Agrarwirtschaft Körnermais wird knapp

In diesem Jahr wird in Deutschland so wenig Körnermais geerntet, wie seit fünf Jahren nicht mehr, schätzt Getreidemarktexperte des Deutschen Raiffeisenverbands (DRV), Guido Seedler. Mit den hohen Gaspreisen sei die Trocknung des Mais zudem stark verteuert worden.

Donnerstag, 20. Oktober 2022 - Hersteller
Lebensmittel Praxis
Artikelbild Körnermais wird knapp
Bildquelle: Unsplash/Markus Spiske

„Wir gehen von einem enttäuschenden Ernteergebnis in Höhe von 3,6 Millionen Tonnen aus. Ein noch schlechteres Ergebnis wurde zuletzt im Dürrejahr 2018 eingefahren“, erklärt Seedler. Vergangenes Jahr sei die Erntemenge mit 4,4 Millionen Tonnen noch um 20 Prozent höher ausgefallen.

Durch die enorme Hitze im Juli und August habe der Mais stark gelitten und Bestände seien vielmals notreif geerntet worden oder gar vertrocknet. Selten wären ertragsstarke Maiskolben ausgebildet worden. Hinzukommend leide die Branche unter den hohen Kosten des Trocknungsverfahrens, beim dem in der Regel Gas zum Einsatz kommt.
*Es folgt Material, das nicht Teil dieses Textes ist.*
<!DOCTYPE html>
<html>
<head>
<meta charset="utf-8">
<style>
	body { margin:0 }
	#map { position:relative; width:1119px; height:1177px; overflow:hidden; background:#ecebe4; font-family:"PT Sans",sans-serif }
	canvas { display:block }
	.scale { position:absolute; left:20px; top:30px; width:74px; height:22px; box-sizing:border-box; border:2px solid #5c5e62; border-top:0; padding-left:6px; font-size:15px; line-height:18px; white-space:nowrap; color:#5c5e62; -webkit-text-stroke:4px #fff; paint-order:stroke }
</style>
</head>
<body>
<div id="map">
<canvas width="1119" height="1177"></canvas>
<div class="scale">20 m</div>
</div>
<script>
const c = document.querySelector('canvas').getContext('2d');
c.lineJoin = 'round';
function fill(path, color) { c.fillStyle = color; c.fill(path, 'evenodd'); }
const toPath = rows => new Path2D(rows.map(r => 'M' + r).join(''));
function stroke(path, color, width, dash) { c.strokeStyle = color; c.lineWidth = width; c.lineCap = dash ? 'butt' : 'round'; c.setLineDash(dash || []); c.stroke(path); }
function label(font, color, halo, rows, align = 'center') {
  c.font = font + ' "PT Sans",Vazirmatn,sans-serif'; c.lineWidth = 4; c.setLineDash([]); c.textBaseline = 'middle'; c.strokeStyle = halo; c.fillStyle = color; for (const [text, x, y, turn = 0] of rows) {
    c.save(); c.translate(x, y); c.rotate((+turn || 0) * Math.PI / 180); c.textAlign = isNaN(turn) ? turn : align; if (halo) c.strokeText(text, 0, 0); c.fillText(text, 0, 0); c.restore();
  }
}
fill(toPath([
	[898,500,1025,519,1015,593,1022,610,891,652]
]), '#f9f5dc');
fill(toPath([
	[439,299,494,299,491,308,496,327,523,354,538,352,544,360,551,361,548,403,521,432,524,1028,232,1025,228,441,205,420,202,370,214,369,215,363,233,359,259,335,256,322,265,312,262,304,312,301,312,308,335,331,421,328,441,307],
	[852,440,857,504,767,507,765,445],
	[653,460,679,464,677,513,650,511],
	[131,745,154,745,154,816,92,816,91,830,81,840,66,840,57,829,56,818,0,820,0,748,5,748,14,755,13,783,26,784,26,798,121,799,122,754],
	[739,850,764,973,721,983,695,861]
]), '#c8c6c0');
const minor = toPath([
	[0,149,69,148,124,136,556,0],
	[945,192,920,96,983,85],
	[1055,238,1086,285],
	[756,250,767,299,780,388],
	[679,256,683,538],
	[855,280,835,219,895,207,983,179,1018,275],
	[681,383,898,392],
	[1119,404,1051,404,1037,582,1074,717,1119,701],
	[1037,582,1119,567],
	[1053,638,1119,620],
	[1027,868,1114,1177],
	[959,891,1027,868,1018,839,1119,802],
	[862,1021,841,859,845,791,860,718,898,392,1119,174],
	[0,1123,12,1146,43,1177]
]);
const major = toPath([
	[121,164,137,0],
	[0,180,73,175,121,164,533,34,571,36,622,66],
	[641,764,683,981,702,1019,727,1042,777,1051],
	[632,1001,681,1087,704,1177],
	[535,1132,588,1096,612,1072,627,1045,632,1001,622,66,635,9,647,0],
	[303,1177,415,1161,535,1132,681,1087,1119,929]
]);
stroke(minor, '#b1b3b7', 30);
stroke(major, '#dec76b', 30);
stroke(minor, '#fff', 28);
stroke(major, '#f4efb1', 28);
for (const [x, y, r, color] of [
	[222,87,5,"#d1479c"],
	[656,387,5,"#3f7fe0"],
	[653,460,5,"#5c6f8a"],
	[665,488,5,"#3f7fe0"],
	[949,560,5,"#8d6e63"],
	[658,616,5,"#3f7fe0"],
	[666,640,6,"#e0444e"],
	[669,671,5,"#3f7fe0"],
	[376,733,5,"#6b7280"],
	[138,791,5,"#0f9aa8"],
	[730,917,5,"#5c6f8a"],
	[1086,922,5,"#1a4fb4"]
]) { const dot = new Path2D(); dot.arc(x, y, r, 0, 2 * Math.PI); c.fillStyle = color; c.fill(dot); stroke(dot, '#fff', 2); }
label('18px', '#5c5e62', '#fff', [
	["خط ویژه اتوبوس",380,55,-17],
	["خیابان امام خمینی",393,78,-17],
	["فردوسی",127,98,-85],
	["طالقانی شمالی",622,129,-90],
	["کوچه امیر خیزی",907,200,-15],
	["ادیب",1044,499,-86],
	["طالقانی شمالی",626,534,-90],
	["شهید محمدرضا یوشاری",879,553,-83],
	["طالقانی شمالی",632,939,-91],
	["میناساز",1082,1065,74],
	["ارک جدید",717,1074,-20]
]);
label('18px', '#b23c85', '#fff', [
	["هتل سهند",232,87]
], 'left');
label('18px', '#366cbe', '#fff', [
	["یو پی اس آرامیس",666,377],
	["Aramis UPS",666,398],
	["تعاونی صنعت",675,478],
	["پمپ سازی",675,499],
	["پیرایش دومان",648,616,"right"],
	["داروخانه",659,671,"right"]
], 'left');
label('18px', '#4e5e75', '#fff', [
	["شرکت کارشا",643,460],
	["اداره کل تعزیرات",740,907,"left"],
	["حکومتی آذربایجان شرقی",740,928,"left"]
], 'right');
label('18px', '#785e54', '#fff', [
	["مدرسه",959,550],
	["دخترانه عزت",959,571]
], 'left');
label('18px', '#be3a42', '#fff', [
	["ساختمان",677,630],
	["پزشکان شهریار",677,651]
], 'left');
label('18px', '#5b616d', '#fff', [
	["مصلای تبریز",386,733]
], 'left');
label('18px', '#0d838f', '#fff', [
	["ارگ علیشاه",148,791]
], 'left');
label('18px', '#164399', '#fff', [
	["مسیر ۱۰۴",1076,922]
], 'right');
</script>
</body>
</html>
Zwar sei der Mais durch die hohen Temperaturen in diesem Jahr deutlich trockener als im Mittel der Vorjahre eingefahren worden, jedoch müsse er weiter auf 14,5 Prozent Feuchtigkeit getrocknet werden, um im Lager nicht zu verderben.

„Die geplante Gaspreisbremse bis Frühjahr 2024 dürfte helfen, die extreme Kostensituation für die Branche zumindest ein wenig abzufedern. Diese Ankündigung muss jetzt schnell umgesetzt werden“, so Seedler. Auch in dem führenden Anbauland für Körnermais, den USA, sei mit geringerer Ernte zu rechnen. Dementsprechend sei von weltweiter Körnermais-Knappheit auszugehen. Die Nachfrage soll deshalb Experten zufolge in diesem Jahr über dem Angebot liegen.

Überraschend gute Ernte werde trotz des Kriegs in der Ukraine eingefahren. Diese gelangt gegenwärtig auch auf den Markt. Durch den Korridor im Schwarzen Meer sowie über alternative Routen per Schiff über die Donau, LKW oder Eisenbahn würden davon beinahe Transportmengen des Vorkriegsniveaus auf den Markt gelangen. „Das Abkommen über Exporte durch das Schwarze Meer läuft Ende November aus. Fraglich ist, ob und unter welchen Bedingungen es verlängert, wird“, gibt Guido Seedler zu bedenken.